Some question about your code and Cross-attention module in your paper

Huzhen757 commented 3 years ago

Hi, thank you excellent work about Transformer in Object Detection，I'm extremely interested in your work。But I have some questions when reading the paper and code. I hope you can give me some answers。

In your paper, you ‘Conditional’ mean merely the formation of query matrix(Q) of Cross-attention module consist of the output embedding of self-attention module(same as DETR) and p_q（in your paper 3.3 purposed）; Otherwise, the formation of key matrix(K) and the value matrix(V) is same as DETR，The difference is that your work is Concat and DETR is addition。 Here, I would like to ask: the reference point s is generated by Object queries ? what is the conditional spatial query from the embedding f ? If in the first decoder layer，the decoder embeddings also initial by nn.Embedding() method；and in the back encoder layer，the decoder embeddings is the outputs of previous decoder layer?
1. Just the formation of p_q in the first decoder layer consist of reference point s and decoder embeddings f, and in the back decoder layer（layer2-6）, the p_q is generated by Object queries（same as DETR）？Because I see in the source code that the initial function in the encoder module include: self.layers[layer_id + 1].ca_qpos_proj = None (layer id begins 0 to 4, in other words, the 2nd-6th decoder) However，in the initial function of TransformerDecoderLayer，the definition of ca_qpos_proj is Linear layer: self.ca_qpos_proj = nn.Linear(d_model, d_model)
2. When I debug code，the model I choose is ConditionalDETR-res50dc5，but entering forward propagation，the sample contains a input images 'tensors'(batch,3,800,1096) and bool mask(batch,800,1096), Where does this mask come from?
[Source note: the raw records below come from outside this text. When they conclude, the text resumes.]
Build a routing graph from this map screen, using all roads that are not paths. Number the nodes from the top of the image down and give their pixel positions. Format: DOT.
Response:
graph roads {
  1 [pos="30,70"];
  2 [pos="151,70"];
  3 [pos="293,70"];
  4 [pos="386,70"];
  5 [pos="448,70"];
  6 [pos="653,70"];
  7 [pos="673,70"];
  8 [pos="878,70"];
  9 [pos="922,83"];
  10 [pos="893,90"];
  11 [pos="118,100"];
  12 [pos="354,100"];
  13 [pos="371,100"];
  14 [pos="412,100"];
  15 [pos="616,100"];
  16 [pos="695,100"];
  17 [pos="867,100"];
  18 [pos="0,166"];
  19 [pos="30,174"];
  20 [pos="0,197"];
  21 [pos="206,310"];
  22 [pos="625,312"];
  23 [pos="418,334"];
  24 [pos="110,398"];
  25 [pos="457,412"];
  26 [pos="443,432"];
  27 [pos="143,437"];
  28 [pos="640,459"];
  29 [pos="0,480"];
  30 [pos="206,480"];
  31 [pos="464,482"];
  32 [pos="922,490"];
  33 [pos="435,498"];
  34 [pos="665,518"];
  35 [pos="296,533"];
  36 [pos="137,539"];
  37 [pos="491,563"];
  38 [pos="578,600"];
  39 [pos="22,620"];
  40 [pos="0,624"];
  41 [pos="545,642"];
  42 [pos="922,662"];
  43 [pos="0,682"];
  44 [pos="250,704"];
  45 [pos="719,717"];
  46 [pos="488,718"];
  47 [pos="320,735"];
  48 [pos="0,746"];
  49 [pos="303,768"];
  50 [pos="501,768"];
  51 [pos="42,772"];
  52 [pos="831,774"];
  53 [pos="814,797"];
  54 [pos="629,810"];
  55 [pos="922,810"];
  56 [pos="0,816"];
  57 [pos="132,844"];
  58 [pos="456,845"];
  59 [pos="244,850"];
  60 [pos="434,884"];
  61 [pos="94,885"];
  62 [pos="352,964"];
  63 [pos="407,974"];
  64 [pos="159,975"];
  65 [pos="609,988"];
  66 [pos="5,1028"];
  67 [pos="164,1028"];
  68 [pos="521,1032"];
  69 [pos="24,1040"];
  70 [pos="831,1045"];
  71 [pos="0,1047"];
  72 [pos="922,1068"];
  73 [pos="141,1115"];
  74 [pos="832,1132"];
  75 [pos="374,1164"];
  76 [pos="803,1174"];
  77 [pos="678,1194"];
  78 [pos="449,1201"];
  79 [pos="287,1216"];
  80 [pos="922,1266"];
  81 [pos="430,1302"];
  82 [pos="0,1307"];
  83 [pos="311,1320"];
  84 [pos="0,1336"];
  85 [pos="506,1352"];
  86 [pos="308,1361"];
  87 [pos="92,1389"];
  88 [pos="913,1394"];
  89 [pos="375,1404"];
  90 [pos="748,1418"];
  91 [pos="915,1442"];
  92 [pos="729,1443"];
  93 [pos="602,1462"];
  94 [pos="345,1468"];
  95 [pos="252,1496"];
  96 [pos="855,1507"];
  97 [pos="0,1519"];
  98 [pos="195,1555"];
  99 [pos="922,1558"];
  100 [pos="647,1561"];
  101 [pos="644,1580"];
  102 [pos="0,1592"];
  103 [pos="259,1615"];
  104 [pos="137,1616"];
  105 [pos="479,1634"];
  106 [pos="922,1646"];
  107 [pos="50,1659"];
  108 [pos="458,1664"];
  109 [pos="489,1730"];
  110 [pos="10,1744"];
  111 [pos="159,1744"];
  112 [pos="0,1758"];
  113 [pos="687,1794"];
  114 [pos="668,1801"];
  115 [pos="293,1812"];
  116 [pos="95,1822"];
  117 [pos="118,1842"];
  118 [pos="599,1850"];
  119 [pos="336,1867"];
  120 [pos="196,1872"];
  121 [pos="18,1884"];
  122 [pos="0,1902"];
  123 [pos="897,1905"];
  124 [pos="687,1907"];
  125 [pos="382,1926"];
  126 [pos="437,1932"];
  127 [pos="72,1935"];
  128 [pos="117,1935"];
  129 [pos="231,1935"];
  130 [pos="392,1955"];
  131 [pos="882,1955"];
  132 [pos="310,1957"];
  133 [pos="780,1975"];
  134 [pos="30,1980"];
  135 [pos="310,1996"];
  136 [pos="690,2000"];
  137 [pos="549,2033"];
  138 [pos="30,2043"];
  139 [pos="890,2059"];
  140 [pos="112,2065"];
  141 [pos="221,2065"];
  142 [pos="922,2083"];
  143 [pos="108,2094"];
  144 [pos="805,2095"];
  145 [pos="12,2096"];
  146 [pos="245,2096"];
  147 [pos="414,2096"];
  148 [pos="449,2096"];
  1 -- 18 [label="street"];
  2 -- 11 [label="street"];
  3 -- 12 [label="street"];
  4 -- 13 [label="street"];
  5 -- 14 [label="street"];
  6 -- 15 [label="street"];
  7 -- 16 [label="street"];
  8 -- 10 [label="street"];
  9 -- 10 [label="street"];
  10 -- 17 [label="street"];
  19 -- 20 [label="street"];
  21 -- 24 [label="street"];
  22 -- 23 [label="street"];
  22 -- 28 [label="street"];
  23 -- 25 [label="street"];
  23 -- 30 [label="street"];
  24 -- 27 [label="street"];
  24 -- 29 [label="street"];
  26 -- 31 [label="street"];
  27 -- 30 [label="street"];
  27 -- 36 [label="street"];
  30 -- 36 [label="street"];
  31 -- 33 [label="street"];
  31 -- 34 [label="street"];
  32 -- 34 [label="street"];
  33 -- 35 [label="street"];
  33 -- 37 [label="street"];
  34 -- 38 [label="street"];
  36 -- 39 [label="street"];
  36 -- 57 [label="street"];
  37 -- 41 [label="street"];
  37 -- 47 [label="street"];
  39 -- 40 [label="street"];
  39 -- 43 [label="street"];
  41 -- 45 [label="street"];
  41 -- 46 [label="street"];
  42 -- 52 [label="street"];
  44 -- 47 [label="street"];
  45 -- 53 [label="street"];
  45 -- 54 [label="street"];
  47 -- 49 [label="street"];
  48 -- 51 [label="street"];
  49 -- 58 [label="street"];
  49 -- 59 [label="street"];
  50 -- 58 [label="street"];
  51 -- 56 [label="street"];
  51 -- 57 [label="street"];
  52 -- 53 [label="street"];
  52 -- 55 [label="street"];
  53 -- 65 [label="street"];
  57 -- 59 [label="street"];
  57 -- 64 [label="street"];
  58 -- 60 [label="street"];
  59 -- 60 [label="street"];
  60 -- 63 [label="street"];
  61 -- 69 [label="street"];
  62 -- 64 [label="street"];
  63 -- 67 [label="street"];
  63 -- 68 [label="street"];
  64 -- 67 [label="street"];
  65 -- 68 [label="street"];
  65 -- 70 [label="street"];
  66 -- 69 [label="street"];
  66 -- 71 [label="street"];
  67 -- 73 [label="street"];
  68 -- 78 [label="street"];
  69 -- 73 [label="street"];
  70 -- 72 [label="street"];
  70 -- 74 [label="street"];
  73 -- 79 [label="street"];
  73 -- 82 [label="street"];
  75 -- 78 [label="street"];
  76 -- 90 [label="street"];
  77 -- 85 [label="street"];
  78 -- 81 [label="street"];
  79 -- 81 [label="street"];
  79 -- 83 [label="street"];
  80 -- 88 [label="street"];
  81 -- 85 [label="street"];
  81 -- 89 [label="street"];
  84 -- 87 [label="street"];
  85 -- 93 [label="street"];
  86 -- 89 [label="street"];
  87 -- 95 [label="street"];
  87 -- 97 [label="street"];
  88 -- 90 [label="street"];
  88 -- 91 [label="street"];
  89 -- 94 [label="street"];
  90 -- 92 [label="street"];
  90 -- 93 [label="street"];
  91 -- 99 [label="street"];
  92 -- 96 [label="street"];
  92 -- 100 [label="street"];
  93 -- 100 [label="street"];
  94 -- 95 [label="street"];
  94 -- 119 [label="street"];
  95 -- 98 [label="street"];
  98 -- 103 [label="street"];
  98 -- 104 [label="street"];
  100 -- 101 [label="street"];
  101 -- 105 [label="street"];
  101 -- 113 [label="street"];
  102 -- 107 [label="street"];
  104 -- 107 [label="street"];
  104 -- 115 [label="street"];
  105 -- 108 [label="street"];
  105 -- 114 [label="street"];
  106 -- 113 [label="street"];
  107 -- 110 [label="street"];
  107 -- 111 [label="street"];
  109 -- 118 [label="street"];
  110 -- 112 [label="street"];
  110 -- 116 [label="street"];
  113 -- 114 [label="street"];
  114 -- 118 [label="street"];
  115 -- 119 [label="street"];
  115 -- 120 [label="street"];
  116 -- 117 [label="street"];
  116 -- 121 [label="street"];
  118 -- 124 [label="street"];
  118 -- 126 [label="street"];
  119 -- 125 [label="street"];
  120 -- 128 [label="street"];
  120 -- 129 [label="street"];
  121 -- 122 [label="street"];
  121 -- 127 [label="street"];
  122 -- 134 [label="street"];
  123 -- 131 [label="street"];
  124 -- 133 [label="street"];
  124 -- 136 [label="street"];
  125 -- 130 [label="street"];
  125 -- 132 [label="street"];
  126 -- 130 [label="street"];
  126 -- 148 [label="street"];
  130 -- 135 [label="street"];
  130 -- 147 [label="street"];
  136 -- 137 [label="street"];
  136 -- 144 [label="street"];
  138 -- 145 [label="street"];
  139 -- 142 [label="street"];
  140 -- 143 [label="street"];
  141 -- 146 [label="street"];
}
I don't see any relevant definitions in the initial function。I know the role of this mask，it is used to generate PE by PositionEmbeddingSine function for encoder and decoder.
3. the shape of input images is （batch，3，800，1096），the shape is (batch，3,50,69) through backbone，this downsampling rate is 16 not 32，I guess the convolution step in the last bottleneck is changed to 1, but i cant find the change in your code, and where is the deformable convolution that initial and forward propagation process 。

The above are all my questions. I sincerely hope I can get your help。Thanks！

Huzhen757 commented 3 years ago

Hi，after I carefully read the source code, there is only one question I still doubt: the sample contains a input images 'tensors'(batch,3,800,1096) and bool mask(batch,800,1096), Where does this mask come from? And what is the role of this mask? I only see the use of this mask in the Cross-attention module in the decoder layer，like this：

if key_padding_mask is not None:
    attn_output_weights = attn_output_weights.view(bsz, num_heads, tgt_len, src_len)
    attn_output_weights = attn_output_weights.masked_fill(
        key_padding_mask.unsqueeze(1).unsqueeze(2), # [1, 1, 1, hw]
        float('-inf'), ) 
    attn_output_weights = attn_output_weights.view(bsz * num_heads, tgt_len, src_len)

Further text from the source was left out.